• [Task brief]: Your answer must be a single number: how many lines in the records below contain the word "from".

(Recorded data Opens)

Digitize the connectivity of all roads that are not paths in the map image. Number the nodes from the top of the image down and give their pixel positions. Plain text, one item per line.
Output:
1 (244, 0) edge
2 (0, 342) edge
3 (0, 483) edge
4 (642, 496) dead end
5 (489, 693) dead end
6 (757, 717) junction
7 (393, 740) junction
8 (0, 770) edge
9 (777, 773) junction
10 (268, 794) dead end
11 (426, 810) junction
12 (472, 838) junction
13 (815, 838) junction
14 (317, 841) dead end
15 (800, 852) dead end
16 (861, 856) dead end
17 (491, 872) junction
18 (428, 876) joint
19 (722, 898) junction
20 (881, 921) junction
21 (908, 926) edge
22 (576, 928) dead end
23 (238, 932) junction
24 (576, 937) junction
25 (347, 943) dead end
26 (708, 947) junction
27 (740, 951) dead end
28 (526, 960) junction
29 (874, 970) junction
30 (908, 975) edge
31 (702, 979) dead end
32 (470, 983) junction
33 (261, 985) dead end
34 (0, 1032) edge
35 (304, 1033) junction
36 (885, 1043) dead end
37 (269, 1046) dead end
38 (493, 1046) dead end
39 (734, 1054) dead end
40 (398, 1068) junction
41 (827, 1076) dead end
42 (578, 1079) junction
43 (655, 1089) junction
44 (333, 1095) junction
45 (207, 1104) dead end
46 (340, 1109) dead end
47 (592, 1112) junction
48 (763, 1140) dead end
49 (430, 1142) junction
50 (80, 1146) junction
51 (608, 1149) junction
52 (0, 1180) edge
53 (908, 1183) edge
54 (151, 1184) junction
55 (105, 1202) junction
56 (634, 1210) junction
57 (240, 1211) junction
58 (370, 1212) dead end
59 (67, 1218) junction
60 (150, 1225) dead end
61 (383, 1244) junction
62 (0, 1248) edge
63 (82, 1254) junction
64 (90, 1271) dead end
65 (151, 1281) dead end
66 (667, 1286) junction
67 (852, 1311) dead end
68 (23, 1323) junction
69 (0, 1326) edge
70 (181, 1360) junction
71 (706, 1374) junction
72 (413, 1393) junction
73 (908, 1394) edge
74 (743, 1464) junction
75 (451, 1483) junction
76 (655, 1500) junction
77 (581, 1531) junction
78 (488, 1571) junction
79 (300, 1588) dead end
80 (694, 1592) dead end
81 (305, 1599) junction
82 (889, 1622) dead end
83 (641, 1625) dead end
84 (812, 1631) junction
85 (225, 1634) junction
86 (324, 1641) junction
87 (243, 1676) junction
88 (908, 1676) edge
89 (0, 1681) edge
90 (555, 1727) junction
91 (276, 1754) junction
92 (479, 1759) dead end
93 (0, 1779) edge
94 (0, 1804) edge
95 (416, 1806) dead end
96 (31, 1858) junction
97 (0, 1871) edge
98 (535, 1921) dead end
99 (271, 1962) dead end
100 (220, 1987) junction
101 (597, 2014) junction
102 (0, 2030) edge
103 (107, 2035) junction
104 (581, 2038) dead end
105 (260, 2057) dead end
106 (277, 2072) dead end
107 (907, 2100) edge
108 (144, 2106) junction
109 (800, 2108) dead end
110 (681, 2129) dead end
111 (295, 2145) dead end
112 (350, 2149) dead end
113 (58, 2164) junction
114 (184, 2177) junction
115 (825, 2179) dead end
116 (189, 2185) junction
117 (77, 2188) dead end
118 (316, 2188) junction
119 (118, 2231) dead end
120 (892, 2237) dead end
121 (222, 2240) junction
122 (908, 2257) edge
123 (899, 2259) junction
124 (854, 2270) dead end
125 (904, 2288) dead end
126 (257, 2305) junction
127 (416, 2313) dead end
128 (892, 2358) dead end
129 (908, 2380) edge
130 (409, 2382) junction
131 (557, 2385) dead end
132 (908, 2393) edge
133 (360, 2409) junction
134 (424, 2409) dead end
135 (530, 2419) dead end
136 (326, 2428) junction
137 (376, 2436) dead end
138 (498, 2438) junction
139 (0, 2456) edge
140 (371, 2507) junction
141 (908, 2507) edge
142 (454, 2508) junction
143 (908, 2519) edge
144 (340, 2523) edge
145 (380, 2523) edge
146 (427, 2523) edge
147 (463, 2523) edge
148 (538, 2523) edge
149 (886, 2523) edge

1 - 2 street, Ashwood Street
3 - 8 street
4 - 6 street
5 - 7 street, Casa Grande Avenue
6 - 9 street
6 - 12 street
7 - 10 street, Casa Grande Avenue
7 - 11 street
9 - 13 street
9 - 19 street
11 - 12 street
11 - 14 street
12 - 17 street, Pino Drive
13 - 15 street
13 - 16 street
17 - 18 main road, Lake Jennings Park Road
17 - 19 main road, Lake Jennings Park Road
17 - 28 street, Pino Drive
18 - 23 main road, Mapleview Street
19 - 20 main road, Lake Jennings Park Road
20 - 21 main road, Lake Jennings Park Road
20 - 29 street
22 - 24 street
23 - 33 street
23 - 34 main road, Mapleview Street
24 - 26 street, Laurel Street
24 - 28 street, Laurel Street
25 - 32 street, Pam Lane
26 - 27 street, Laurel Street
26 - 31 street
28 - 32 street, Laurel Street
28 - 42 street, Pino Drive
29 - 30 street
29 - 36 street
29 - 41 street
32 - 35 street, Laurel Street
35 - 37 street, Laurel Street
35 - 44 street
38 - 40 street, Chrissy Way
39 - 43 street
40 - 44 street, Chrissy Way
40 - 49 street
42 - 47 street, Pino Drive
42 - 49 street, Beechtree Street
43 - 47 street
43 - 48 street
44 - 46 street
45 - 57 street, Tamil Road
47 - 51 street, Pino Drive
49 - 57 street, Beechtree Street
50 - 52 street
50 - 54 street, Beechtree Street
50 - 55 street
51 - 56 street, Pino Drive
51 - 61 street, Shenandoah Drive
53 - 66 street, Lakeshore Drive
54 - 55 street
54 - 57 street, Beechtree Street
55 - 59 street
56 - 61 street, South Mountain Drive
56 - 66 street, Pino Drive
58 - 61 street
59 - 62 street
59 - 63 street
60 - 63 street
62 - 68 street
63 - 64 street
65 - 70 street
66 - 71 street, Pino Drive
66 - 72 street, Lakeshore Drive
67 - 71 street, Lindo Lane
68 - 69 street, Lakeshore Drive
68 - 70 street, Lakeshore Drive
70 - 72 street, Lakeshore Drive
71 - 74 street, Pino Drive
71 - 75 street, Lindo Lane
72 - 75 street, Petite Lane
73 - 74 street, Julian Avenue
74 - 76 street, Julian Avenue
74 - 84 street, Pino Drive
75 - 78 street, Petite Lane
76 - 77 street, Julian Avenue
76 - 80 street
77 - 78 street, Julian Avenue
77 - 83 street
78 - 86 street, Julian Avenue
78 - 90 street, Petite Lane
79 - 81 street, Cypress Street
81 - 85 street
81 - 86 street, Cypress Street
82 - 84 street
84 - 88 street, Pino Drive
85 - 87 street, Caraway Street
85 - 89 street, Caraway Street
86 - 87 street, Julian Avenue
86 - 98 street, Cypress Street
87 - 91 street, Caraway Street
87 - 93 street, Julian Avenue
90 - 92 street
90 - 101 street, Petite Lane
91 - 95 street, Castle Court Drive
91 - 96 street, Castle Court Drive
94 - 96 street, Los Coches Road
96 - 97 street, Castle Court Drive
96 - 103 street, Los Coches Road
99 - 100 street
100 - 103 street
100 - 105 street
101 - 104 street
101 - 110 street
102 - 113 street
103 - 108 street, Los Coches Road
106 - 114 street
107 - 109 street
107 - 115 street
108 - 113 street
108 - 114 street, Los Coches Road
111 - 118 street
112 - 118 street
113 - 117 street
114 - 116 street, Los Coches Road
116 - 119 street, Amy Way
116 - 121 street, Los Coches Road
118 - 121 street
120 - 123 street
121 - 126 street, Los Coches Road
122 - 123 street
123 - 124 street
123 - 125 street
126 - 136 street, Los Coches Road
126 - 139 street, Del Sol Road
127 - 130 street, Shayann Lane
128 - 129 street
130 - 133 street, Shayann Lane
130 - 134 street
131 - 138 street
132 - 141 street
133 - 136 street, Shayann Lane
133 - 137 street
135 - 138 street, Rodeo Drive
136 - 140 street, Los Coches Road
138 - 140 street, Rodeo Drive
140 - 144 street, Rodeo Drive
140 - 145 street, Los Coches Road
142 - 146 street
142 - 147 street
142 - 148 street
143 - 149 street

(Recorded data Closes)
(Recorded data Opens)

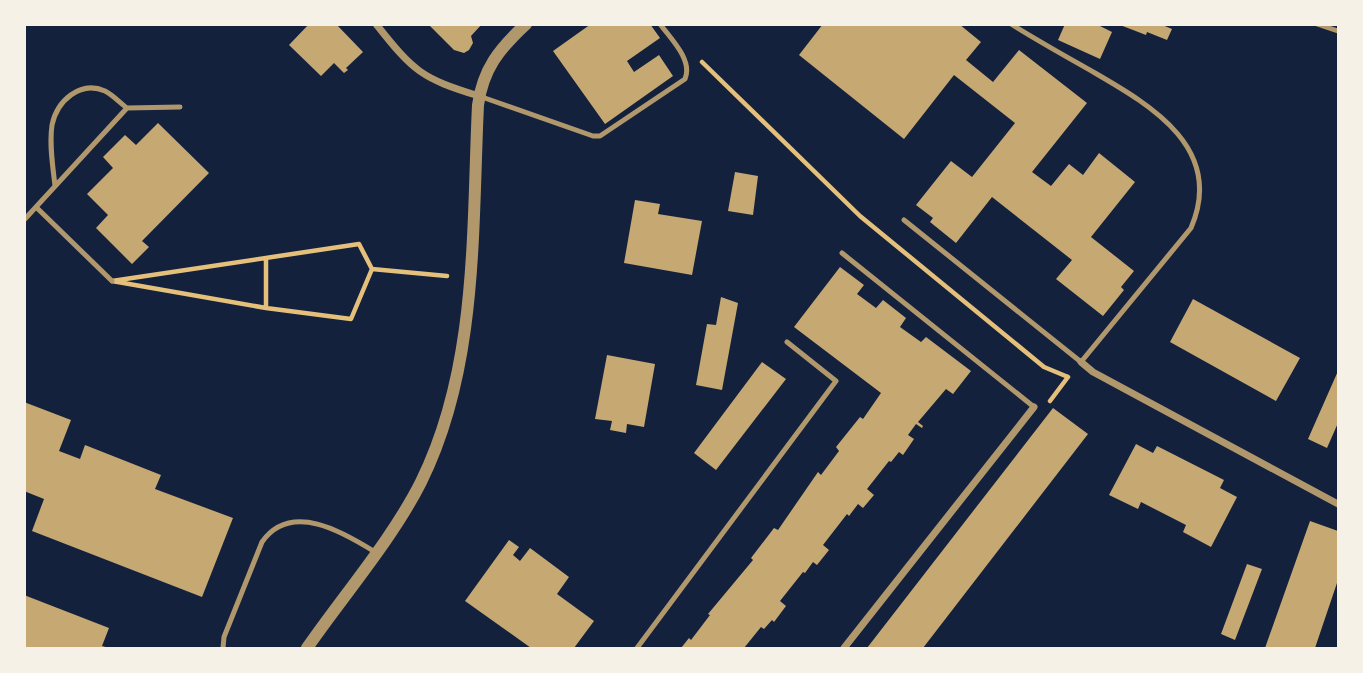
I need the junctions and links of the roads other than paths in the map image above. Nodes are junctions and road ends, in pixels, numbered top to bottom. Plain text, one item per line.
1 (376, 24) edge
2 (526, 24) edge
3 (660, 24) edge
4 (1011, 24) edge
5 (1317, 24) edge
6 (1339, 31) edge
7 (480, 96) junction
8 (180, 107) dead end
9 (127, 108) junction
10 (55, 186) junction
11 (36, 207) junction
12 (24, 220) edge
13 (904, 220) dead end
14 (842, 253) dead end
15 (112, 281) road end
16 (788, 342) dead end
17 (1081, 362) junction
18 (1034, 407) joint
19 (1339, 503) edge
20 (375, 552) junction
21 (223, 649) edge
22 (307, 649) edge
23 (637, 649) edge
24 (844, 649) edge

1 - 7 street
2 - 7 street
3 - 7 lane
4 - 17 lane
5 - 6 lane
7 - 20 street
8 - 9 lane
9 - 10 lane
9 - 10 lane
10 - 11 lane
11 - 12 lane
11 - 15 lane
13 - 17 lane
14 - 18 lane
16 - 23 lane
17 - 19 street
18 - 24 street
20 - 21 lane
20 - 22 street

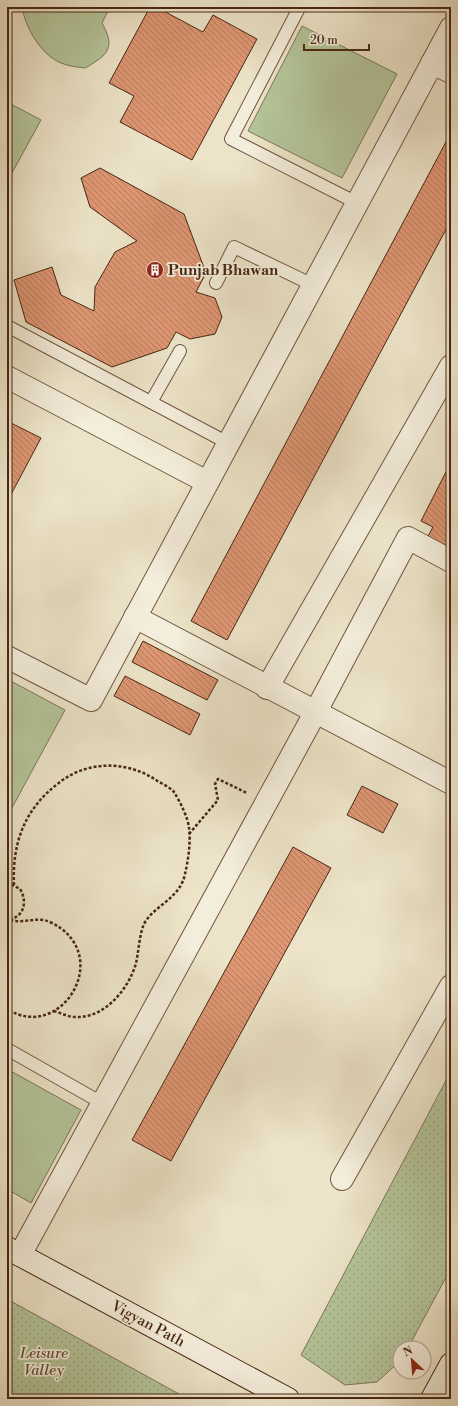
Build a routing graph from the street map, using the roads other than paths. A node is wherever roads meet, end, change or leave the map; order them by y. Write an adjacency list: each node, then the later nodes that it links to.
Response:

(Recorded data Closes)

• [Answer for this exercise]: 2